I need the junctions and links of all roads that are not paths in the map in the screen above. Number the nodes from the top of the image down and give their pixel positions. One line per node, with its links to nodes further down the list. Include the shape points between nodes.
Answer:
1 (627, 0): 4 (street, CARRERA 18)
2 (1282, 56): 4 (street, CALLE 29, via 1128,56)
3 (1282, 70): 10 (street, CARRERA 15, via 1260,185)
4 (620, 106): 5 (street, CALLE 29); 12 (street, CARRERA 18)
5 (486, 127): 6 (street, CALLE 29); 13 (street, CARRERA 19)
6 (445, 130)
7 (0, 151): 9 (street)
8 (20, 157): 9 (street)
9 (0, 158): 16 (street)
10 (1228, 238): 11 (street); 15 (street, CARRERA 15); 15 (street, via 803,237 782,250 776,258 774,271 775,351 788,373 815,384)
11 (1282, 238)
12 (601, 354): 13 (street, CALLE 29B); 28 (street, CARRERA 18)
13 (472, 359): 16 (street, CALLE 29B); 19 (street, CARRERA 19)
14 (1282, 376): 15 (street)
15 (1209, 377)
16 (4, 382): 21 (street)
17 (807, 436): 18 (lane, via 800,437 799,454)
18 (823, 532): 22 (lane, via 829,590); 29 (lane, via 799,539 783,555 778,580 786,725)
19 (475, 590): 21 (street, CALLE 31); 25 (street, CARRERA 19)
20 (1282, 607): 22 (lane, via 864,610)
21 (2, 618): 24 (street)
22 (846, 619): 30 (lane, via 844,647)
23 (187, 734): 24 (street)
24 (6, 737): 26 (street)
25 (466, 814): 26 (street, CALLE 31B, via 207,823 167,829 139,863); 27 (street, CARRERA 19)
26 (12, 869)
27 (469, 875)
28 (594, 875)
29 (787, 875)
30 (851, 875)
* * *
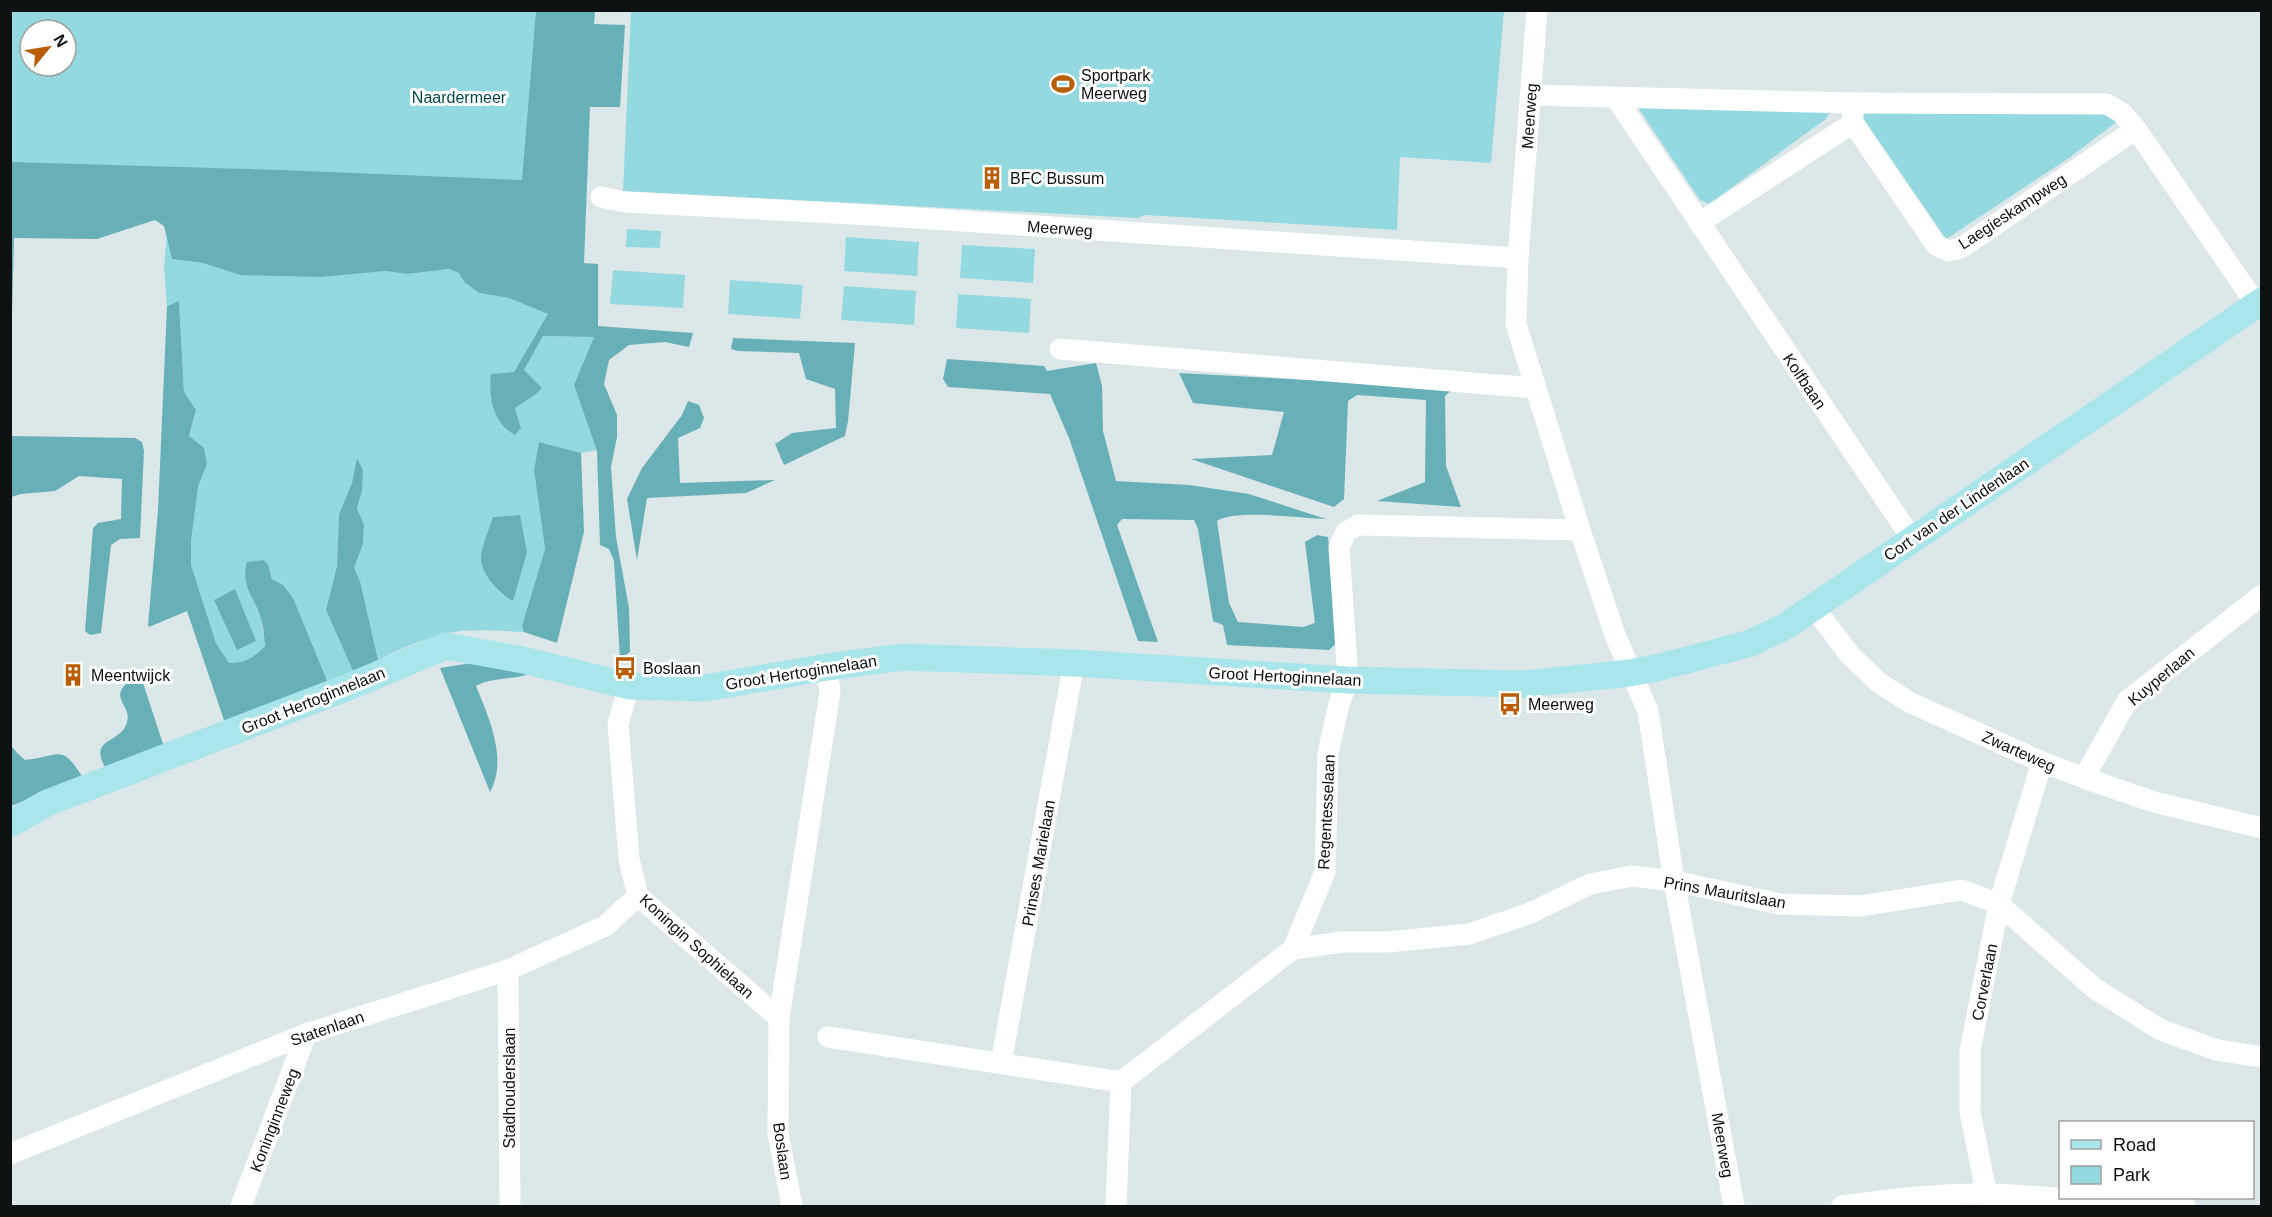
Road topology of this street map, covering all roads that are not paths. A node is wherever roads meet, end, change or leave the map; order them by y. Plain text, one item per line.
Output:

- [About this task]: The answer must be every line of the records that contains the word "paths".

- [Reply]:
I need the junctions and links of all roads that are not paths in the map in the screen above. Number the nodes from the top of the image down and give their pixel positions. One line per node, with its links to nodes further down the list. Include the shape points between nodes.
Road topology of this street map, covering all roads that are not paths. A node is wherever roads meet, end, change or leave the map; order them by y. Plain text, one item per line.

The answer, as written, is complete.